On Jun 1, 2005, at 8:45 PM, Dr. Smoke wrote:

On 2005.06.01, at 18:31 , Mark T wrote:

Here's the SearchKit situation as I understand it. SearchKit is an API consisting of functions for a) creating searchable indexes of content and b) searching them very quickly. SearchKit was introduced in Panther so developers could easily implement search.

Yes, I understand this.

Spotlight a) tells importer plug-ins about files to index, b) adds whatever the plug-ins return to a SearchKit index, and c) searches that index.

I don't think (b) is correct. Spotlight adds whatever the .mdimporter returns to the "metadata store" which I interpret to mean the .Spotlight-V100 directory. This contains:

It looks to me from the docs like the metadata store (ContentIndex.db) is actually a SearchKit index.


I suspect the .store.db and store.db files are metadata indices, e.g. kMDItemAuthor, etc. (why two is another question) and ContentIndex.db contains the content index, which is searched when queries specify "kMDItemTextContent == foo" as a search criteria.

That seems likely.

If Privacy settings have been made on a volume, there's an additional _exclusions.plist file in that volume's .Spotlight-V100 directory containing the paths to be excluded from searches.
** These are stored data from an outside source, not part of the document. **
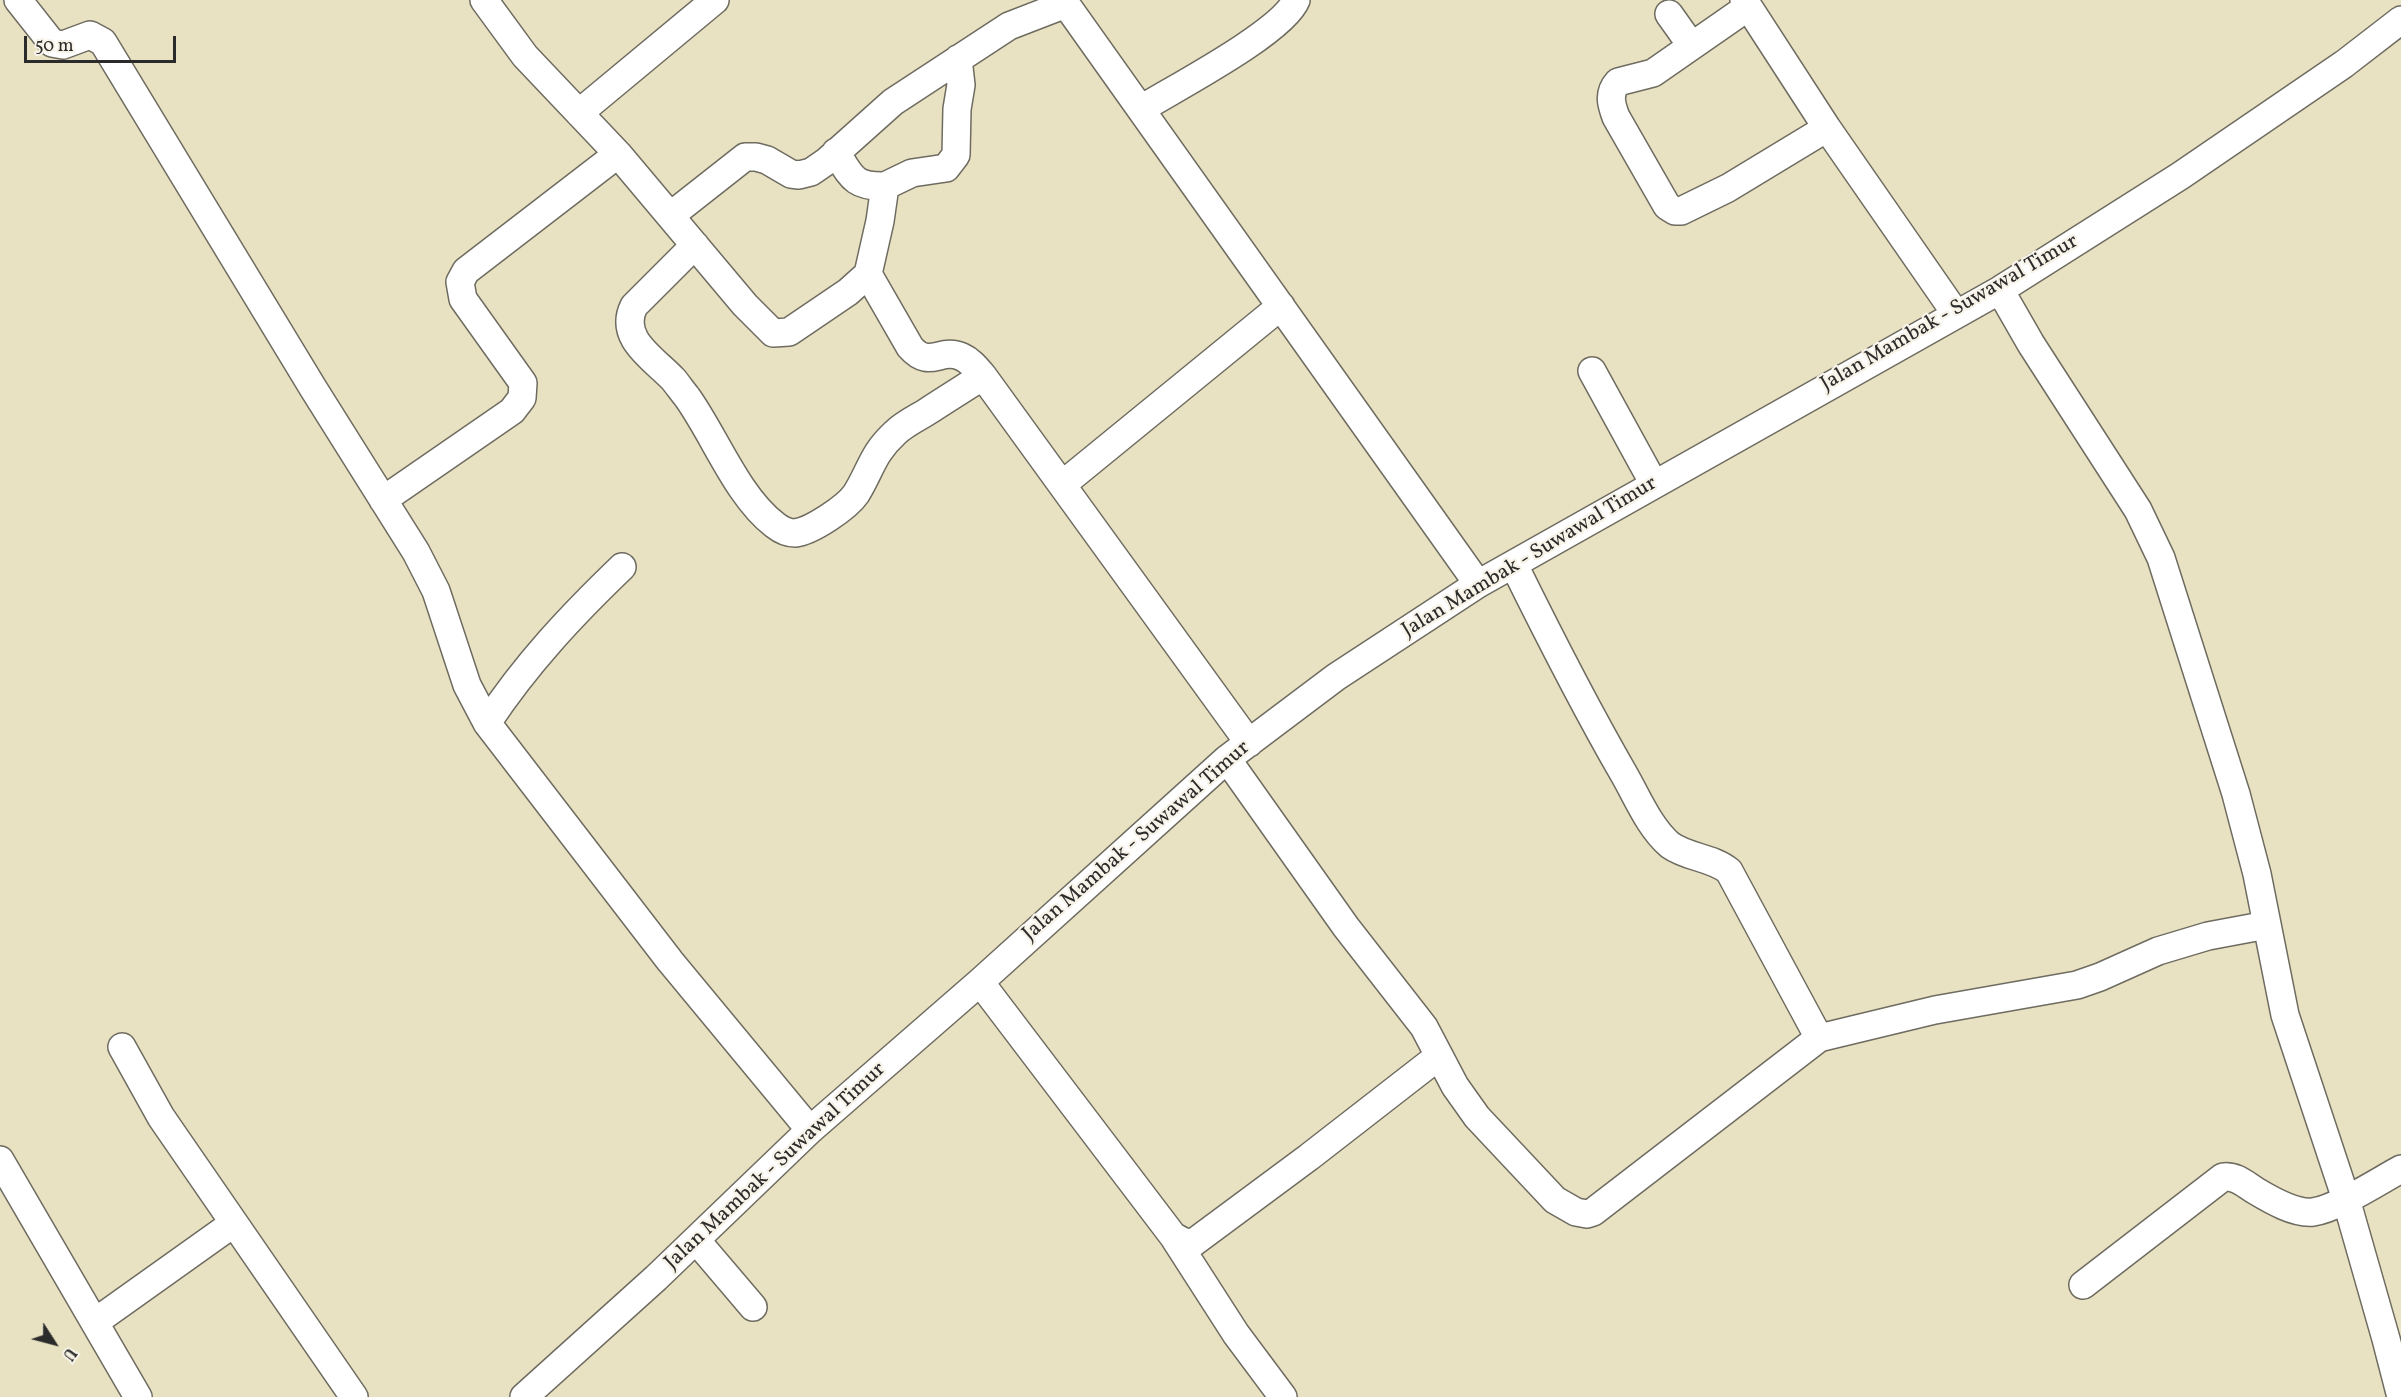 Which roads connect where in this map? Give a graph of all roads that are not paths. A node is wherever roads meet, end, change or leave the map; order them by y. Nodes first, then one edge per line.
1 (18, 0) edge
2 (484, 0) edge
3 (715, 0) edge
4 (1296, 0) edge
5 (1064, 2) edge
6 (1746, 4) edge
7 (1669, 14) dead end
8 (2401, 20) edge
9 (1691, 45) junction
10 (958, 59) junction
11 (1141, 109) junction
12 (579, 113) junction
13 (1827, 128) junction
14 (836, 152) junction
15 (618, 154) junction
16 (885, 186) junction
17 (670, 216) junction
18 (695, 245) junction
19 (868, 274) junction
20 (2000, 290) junction
21 (1281, 306) junction
22 (1956, 314) junction
23 (1592, 371) dead end
24 (983, 376) junction
25 (1063, 484) junction
26 (1654, 484) junction
27 (383, 500) junction
28 (1514, 565) junction
29 (622, 567) dead end
30 (1478, 584) junction
31 (487, 723) junction
32 (1249, 743) junction
33 (1227, 759) junction
34 (2267, 925) junction
35 (980, 982) junction
36 (1819, 1038) junction
37 (122, 1047) dead end
38 (1439, 1056) junction
39 (810, 1130) junction
40 (0, 1160) edge
41 (2401, 1169) edge
42 (2346, 1199) junction
43 (234, 1223) junction
44 (1173, 1236) junction
45 (696, 1240) junction
46 (2083, 1285) dead end
47 (753, 1307) dead end
48 (95, 1322) junction
49 (138, 1397) edge
50 (354, 1397) edge
51 (524, 1397) edge
52 (1283, 1397) edge
53 (2401, 1397) edge

1 - 27 street
2 - 12 street
3 - 12 street
4 - 11 street
5 - 10 street
5 - 11 street
6 - 9 street
6 - 13 street
7 - 9 street
8 - 20 street, Jalan Mambak - Suwawal Timur
9 - 13 street
10 - 14 street
10 - 16 street
11 - 21 street
12 - 15 street
13 - 22 street
14 - 16 street
14 - 17 street
15 - 17 street
15 - 27 street
16 - 19 street
17 - 18 street
18 - 19 street
18 - 24 street
19 - 24 street
20 - 22 street, Jalan Mambak - Suwawal Timur
20 - 34 street
21 - 25 street
21 - 30 street
22 - 26 street, Jalan Mambak - Suwawal Timur
23 - 26 street
24 - 25 street
25 - 32 street
26 - 28 street, Jalan Mambak - Suwawal Timur
27 - 31 street
28 - 30 street, Jalan Mambak - Suwawal Timur
28 - 36 street
29 - 31 street
30 - 32 street, Jalan Mambak - Suwawal Timur
31 - 39 street
32 - 33 street, Jalan Mambak - Suwawal Timur
33 - 35 street, Jalan Mambak - Suwawal Timur
33 - 38 street
34 - 36 street
34 - 42 street
35 - 39 street, Jalan Mambak - Suwawal Timur
35 - 44 street
36 - 38 street
37 - 43 street
38 - 44 street
39 - 45 street, Jalan Mambak - Suwawal Timur
40 - 48 street
41 - 42 street
42 - 46 street
42 - 53 street
43 - 48 street
43 - 50 street
44 - 52 street
45 - 47 street
45 - 51 street, Jalan Mambak - Suwawal Timur
48 - 49 street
_IndexPolicy.plist merely holds a value related to the -i flag of mdutil. The value is:

= 3 if indexing is permitted (mdutil -i on),
= 5 if not (mdutil -i off)

Go figure! ;-)

The _rules.plist specifies directories that Spotlight should include in, or exclude from, indexing beyond its system-wide defaults.

SearchKit is for searching individual applications. Spotlight is a system-wide SearchKit index.

I'd say that SearchKit is for developers who want to add full-text index-and-search capabilities to their applications, whereas Spotlight is a system-wide search facility that (I suspect) employs SearchKit for its content-based index-and-search functions. AFAIK, everything outside of kMDItemTextContent is pure Spotlight. I see nothing in the SearchKit doc (preliminary though it is) that addresses anything but indexing and searching text content.

That sounds about right. I've looked into Spotlight a bit, but haven't needed to dig very deep yet. Spotlight must use custom, Spotlight-only code to search the metadata stores and combine the results with the SearchKit content-search results.


kMDItemTextContent, as I recall, does contain all the text of a document (assuming a sane importer developer).

ContentIndex.db stores an index of all the text and metadata on your system. I think.

IMO, ContentIndex,db includes just the content index for content- based searches. I suspect the other metadata, e.g. kMDItemAuthor, etc. is in the *store.db files.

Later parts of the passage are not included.